§ Requirement
With the records below as input, work out how many lines include the word "highway". Give only the number.

Saved entries:
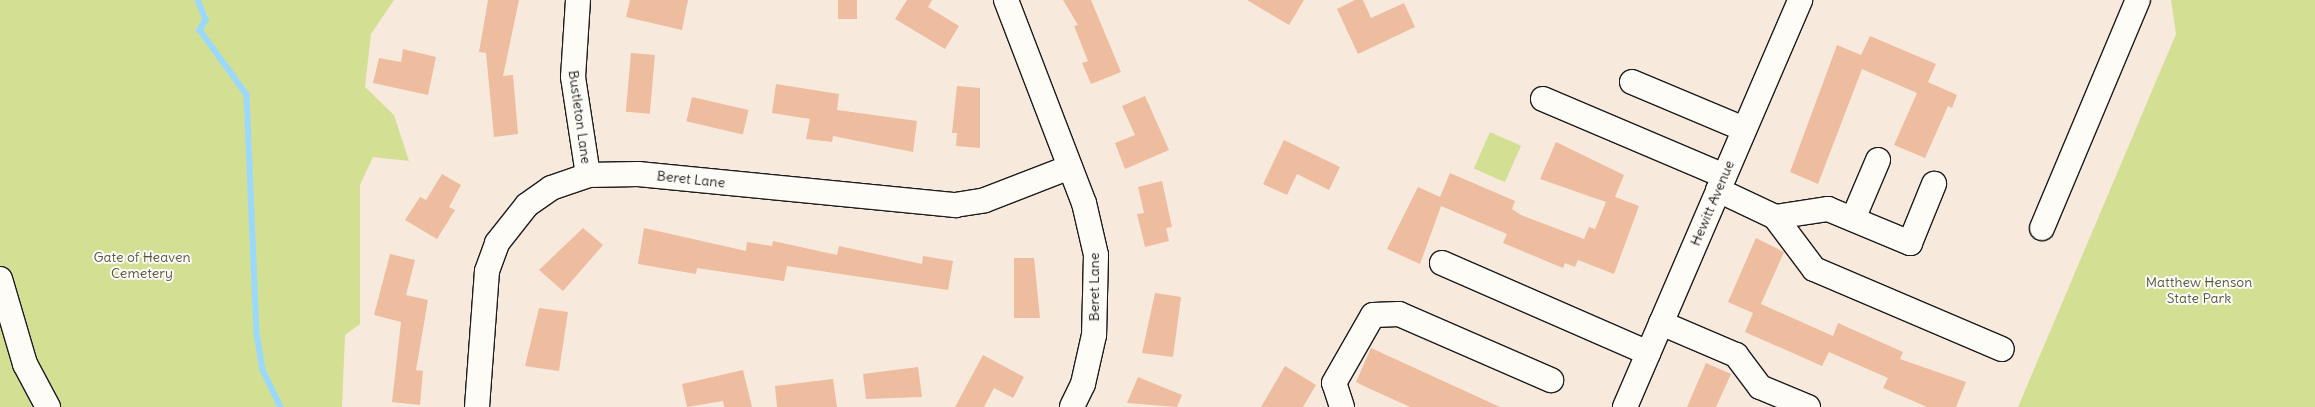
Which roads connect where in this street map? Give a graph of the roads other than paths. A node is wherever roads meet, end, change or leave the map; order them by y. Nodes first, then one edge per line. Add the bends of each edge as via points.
1 (578, 0) edge
2 (1006, 0) edge
3 (1800, 0) edge
4 (2138, 0) edge
5 (1632, 82) dead end
6 (1542, 99) dead end
7 (1744, 129) junction
8 (1878, 160) dead end
9 (1070, 167) junction
10 (588, 175) junction
11 (1721, 183) junction
12 (1934, 184) dead end
13 (1775, 217) junction
14 (1853, 219) junction
15 (2042, 228) dead end
16 (1442, 263) dead end
17 (0, 279) edge
18 (5, 318) edge
19 (1661, 323) junction
20 (2002, 348) dead end
21 (1648, 353) junction
22 (1551, 380) dead end
23 (48, 407) edge
24 (477, 407) edge
25 (1072, 407) edge
26 (1342, 407) edge
27 (1625, 407) edge
28 (1808, 407) edge

1 - 10 street, Bustleton Lane via 573,77
2 - 9 street, Beret Lane
3 - 7 street, Hewitt Avenue
4 - 15 street
5 - 7 street
6 - 11 street
7 - 11 street, Hewitt Avenue
8 - 14 street
9 - 10 street, Beret Lane via 985,200 955,205 638,174
9 - 25 street, Beret Lane via 1084,203 1096,254 1094,335 1083,384
10 - 24 street, Beret Lane via 551,188 527,205 497,243 487,271
11 - 13 street
11 - 19 street, Hewitt Avenue
12 - 14 street via 1910,243
13 - 14 street via 1828,209
13 - 20 street via 1814,269
16 - 21 street
17 - 18 street
18 - 23 street
19 - 21 street, Hewitt Avenue
19 - 28 street via 1736,355 1760,387
21 - 27 street, Hewitt Avenue
22 - 26 street via 1399,314 1373,315 1334,383

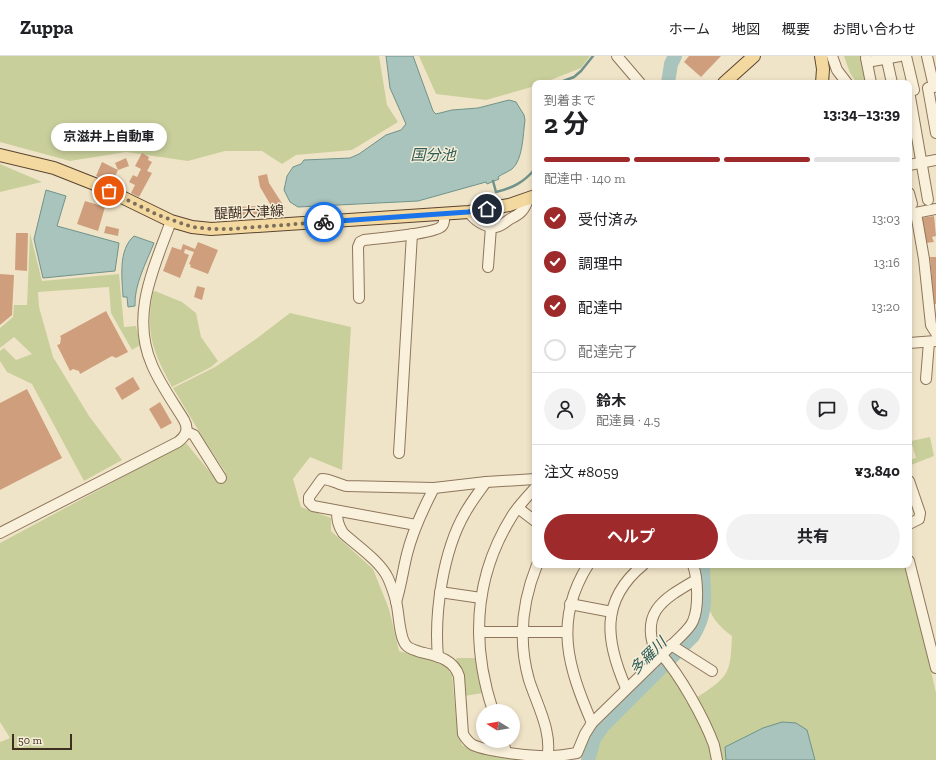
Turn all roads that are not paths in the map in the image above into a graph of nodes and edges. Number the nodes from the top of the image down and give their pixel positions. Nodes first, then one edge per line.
1 (617, 56) edge
2 (754, 56) edge
3 (821, 56) edge
4 (832, 56) edge
5 (900, 56) edge
6 (906, 56) edge
7 (927, 56) edge
8 (887, 57) edge
9 (866, 59) edge
10 (637, 80) edge
11 (727, 80) edge
12 (822, 80) edge
13 (845, 80) edge
14 (870, 80) edge
15 (891, 80) edge
16 (909, 80) edge
17 (933, 87) edge
18 (912, 91) edge
19 (912, 97) edge
20 (936, 133) edge
21 (0, 155) edge
22 (936, 160) edge
23 (922, 162) junction
24 (912, 164) edge
25 (532, 197) edge
26 (928, 200) dead end
27 (912, 210) edge
28 (936, 211) edge
29 (468, 212) junction
30 (444, 214) junction
31 (171, 221) junction
32 (492, 227) junction
33 (412, 234) junction
34 (488, 266) dead end
35 (359, 298) dead end
36 (936, 333) edge
37 (933, 342) edge
38 (912, 343) edge
39 (926, 379) dead end
40 (187, 432) junction
41 (399, 453) dead end
42 (221, 478) dead end
43 (532, 479) edge
44 (486, 482) junction
45 (434, 488) junction
46 (912, 490) edge
47 (532, 492) edge
48 (518, 508) junction
49 (337, 511) junction
50 (532, 519) edge
51 (912, 522) edge
52 (416, 525) junction
53 (0, 533) edge
54 (536, 568) edge
55 (586, 568) edge
56 (640, 568) edge
57 (694, 568) edge
58 (911, 568) edge
59 (696, 580) junction
60 (440, 592) junction
61 (481, 598) junction
62 (396, 602) junction
63 (570, 604) junction
64 (612, 612) junction
65 (479, 632) junction
66 (523, 632) junction
67 (567, 632) junction
68 (671, 645) junction
69 (934, 652) edge
70 (659, 656) junction
71 (438, 657) junction
72 (936, 668) edge
73 (712, 671) dead end
74 (626, 688) junction
75 (491, 704) edge
76 (592, 723) junction
77 (505, 748) edge
78 (506, 752) junction
79 (547, 758) edge
80 (717, 760) edge

1 - 10 street
2 - 11 main road
3 - 12 main road
4 - 13 street
5 - 8 street
6 - 16 street
7 - 17 street
8 - 9 street
8 - 15 street
9 - 14 street
17 - 18 street
17 - 20 street
19 - 23 street
21 - 31 main road, 醍醐大津線
22 - 23 street
23 - 24 street
23 - 26 street
25 - 29 main road, 醍醐大津線
25 - 32 street
27 - 28 street
27 - 36 street
29 - 30 main road, 醍醐大津線
29 - 32 street
30 - 31 main road, 醍醐大津線
30 - 33 street
31 - 40 street
32 - 34 street
33 - 35 street
33 - 41 street
37 - 38 street
37 - 39 street
40 - 42 street
40 - 53 street
43 - 44 street
44 - 45 street
44 - 60 street
45 - 49 street
45 - 52 street
46 - 51 street
47 - 48 street
48 - 50 street
48 - 61 street
49 - 52 street
49 - 62 street
52 - 62 street
54 - 66 street
55 - 63 street
56 - 64 street
57 - 59 street
58 - 69 street
59 - 68 street
59 - 70 street
60 - 61 street
60 - 71 street
61 - 65 street
62 - 71 street
63 - 64 street
63 - 67 street
64 - 74 street
65 - 66 street
65 - 75 street
66 - 67 street
66 - 79 street
67 - 76 street
68 - 70 street
68 - 73 street
69 - 72 street
70 - 74 street
70 - 80 street
71 - 78 street
74 - 76 street
76 - 79 street
77 - 78 street
78 - 79 street

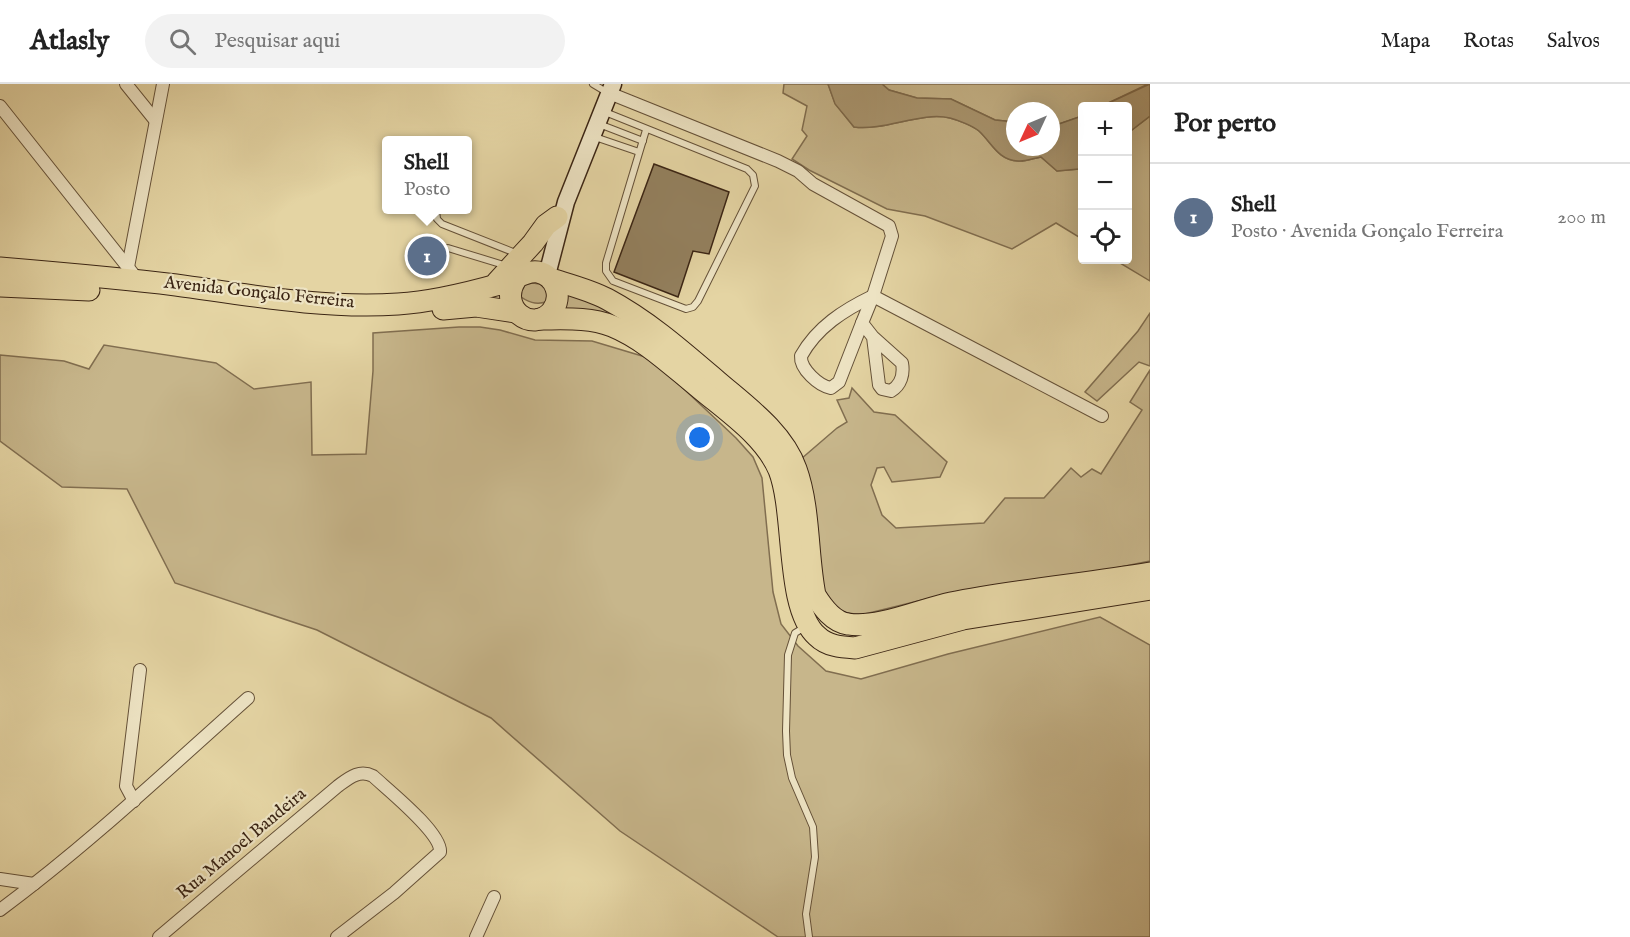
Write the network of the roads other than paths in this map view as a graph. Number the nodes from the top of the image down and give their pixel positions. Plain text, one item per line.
1 (126, 84) edge
2 (163, 84) edge
3 (593, 84) edge
4 (611, 89) edge
5 (0, 106) edge
6 (155, 120) junction
7 (597, 123) junction
8 (646, 130) junction
9 (643, 141) junction
10 (639, 153) junction
11 (562, 209) junction
12 (436, 214) edge
13 (448, 248) dead end
14 (0, 268) edge
15 (518, 269) junction
16 (133, 274) junction
17 (549, 277) junction
18 (0, 286) edge
19 (873, 296) junction
20 (516, 312) junction
21 (540, 319) junction
22 (862, 323) junction
23 (873, 337) dead end
24 (1102, 416) dead end
25 (1150, 573) edge
26 (1150, 589) edge
27 (808, 626) junction
28 (140, 670) dead end
29 (249, 698) dead end
30 (134, 801) junction
31 (0, 879) edge
32 (34, 884) junction
33 (494, 897) dead end
34 (0, 910) edge
35 (159, 937) edge
36 (338, 937) edge
37 (476, 937) edge
38 (809, 937) edge

1 - 6 street
2 - 6 street
3 - 4 lane
4 - 7 main road
4 - 19 street
5 - 16 street
6 - 16 street
7 - 8 lane
7 - 9 lane
7 - 10 lane
7 - 11 main road
8 - 9 lane
8 - 10 lane
9 - 10 lane
11 - 15 highway
11 - 17 main road
12 - 15 lane
13 - 15 lane
14 - 16 highway, Avenida Gonçalo Ferreira
15 - 16 highway, Avenida Gonçalo Ferreira
15 - 17 highway
15 - 20 highway
17 - 21 highway
17 - 25 highway
18 - 20 highway, Avenida Gonçalo Ferreira
19 - 22 street
19 - 22 street
19 - 24 street
20 - 21 highway
21 - 27 highway
22 - 23 street
26 - 27 highway
27 - 38 lane
28 - 30 street
29 - 30 street
30 - 32 street
31 - 32 street
32 - 34 street
33 - 37 street
35 - 36 street, Rua Manoel Bandeira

§ Result
11